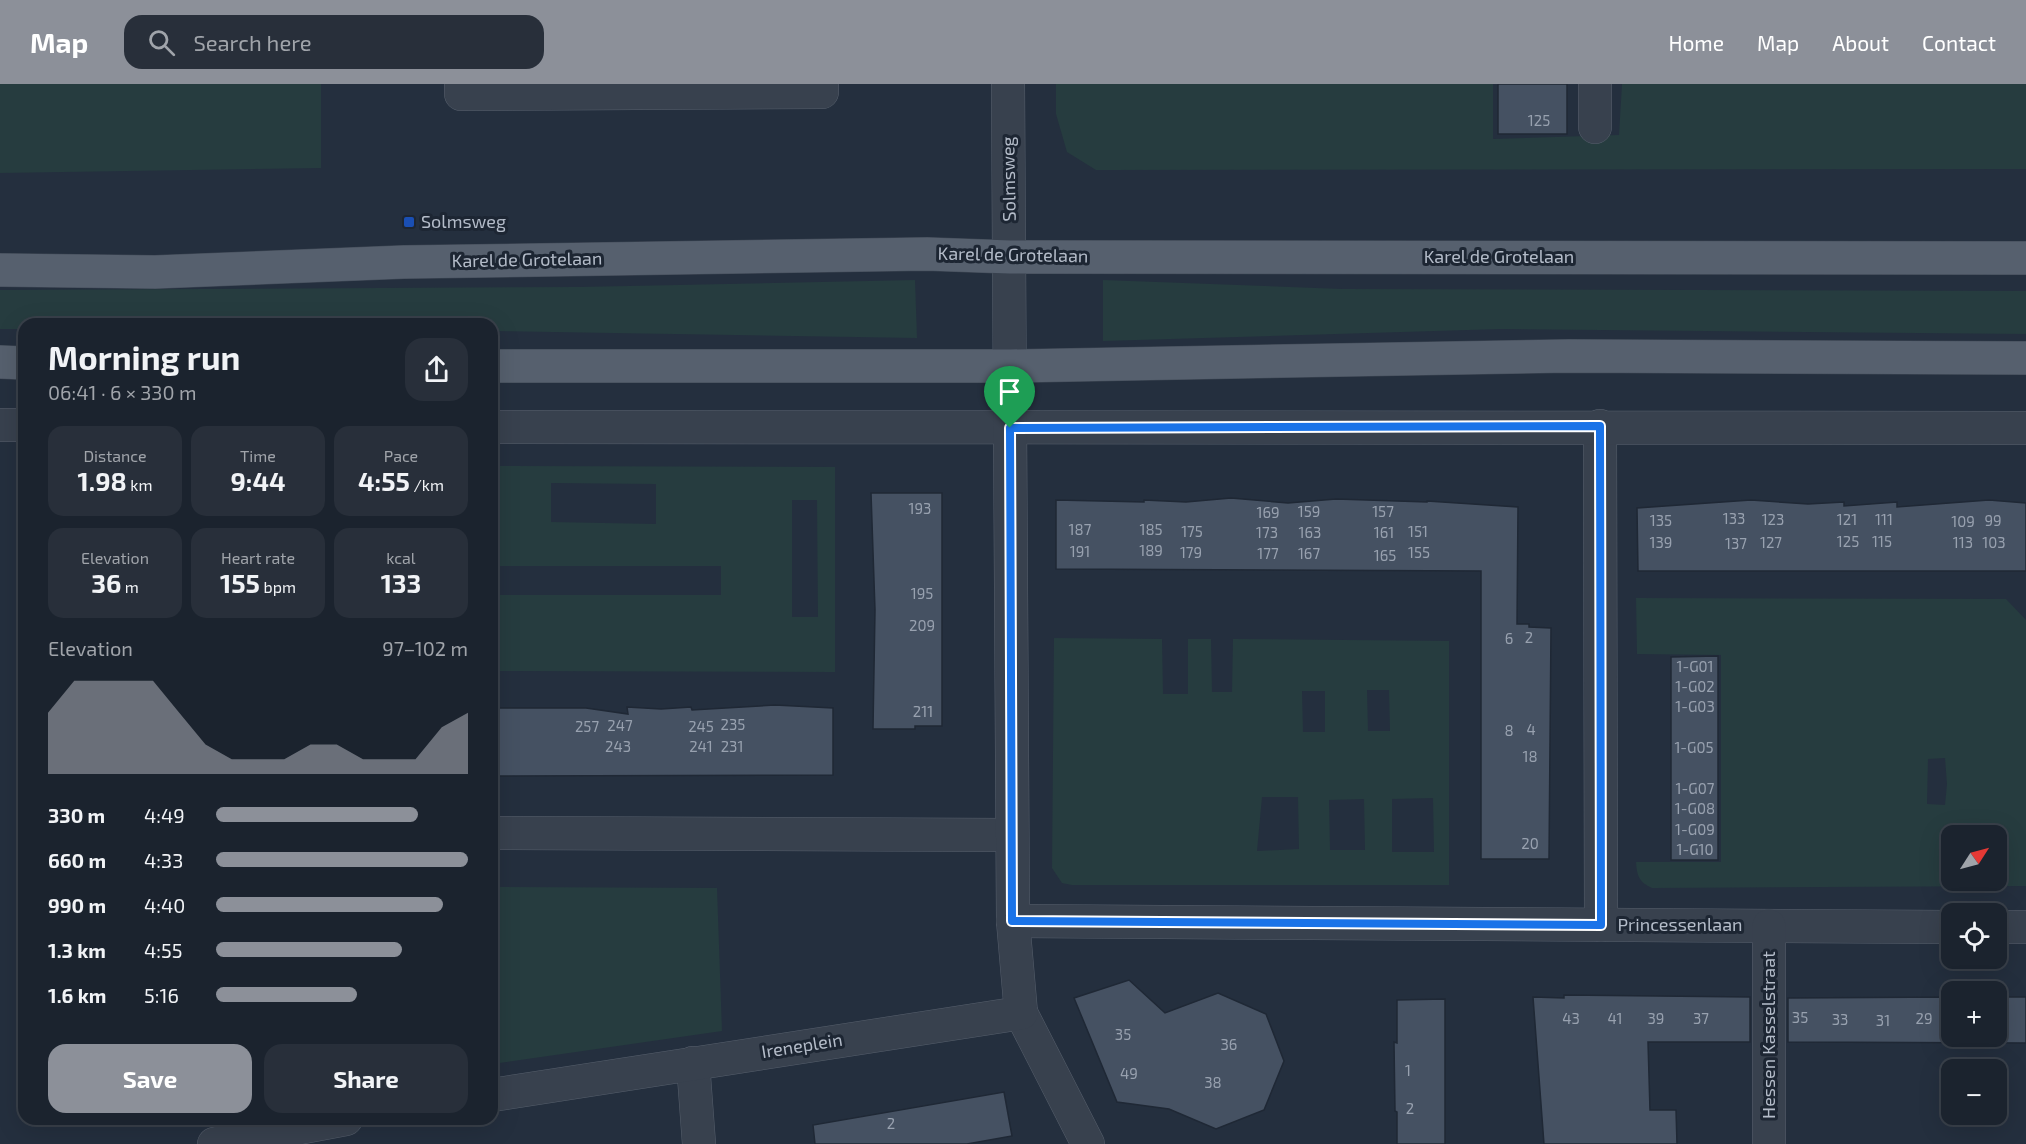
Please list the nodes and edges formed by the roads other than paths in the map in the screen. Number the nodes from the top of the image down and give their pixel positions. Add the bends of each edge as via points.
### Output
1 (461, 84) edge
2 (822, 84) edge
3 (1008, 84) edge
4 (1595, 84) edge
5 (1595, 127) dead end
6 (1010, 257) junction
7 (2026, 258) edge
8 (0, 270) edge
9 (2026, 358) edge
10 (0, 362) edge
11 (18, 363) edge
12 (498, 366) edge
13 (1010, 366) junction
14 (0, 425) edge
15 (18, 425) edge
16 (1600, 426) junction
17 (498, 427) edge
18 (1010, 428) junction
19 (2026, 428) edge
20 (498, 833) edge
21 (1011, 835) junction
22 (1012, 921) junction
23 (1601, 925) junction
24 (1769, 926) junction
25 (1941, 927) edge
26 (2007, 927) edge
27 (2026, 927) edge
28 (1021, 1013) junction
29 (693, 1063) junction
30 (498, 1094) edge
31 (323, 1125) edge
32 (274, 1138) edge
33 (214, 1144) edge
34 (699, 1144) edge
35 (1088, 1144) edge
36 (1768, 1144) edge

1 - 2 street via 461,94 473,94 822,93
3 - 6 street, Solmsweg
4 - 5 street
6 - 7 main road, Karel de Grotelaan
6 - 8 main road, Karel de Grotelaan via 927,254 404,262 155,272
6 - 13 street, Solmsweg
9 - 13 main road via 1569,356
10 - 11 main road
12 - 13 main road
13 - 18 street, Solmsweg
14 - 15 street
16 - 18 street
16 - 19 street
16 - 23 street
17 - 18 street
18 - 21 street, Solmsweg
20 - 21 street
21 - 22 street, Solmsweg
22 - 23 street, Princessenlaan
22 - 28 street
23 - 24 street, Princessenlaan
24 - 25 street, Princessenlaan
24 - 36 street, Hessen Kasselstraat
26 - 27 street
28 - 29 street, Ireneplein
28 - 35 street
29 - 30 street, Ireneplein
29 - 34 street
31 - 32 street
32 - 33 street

* * * * * * * * *

ACTIVITY
Going through the listing above line by line, tally those containing "Solmsweg" and state only the total.

OUTPUT
5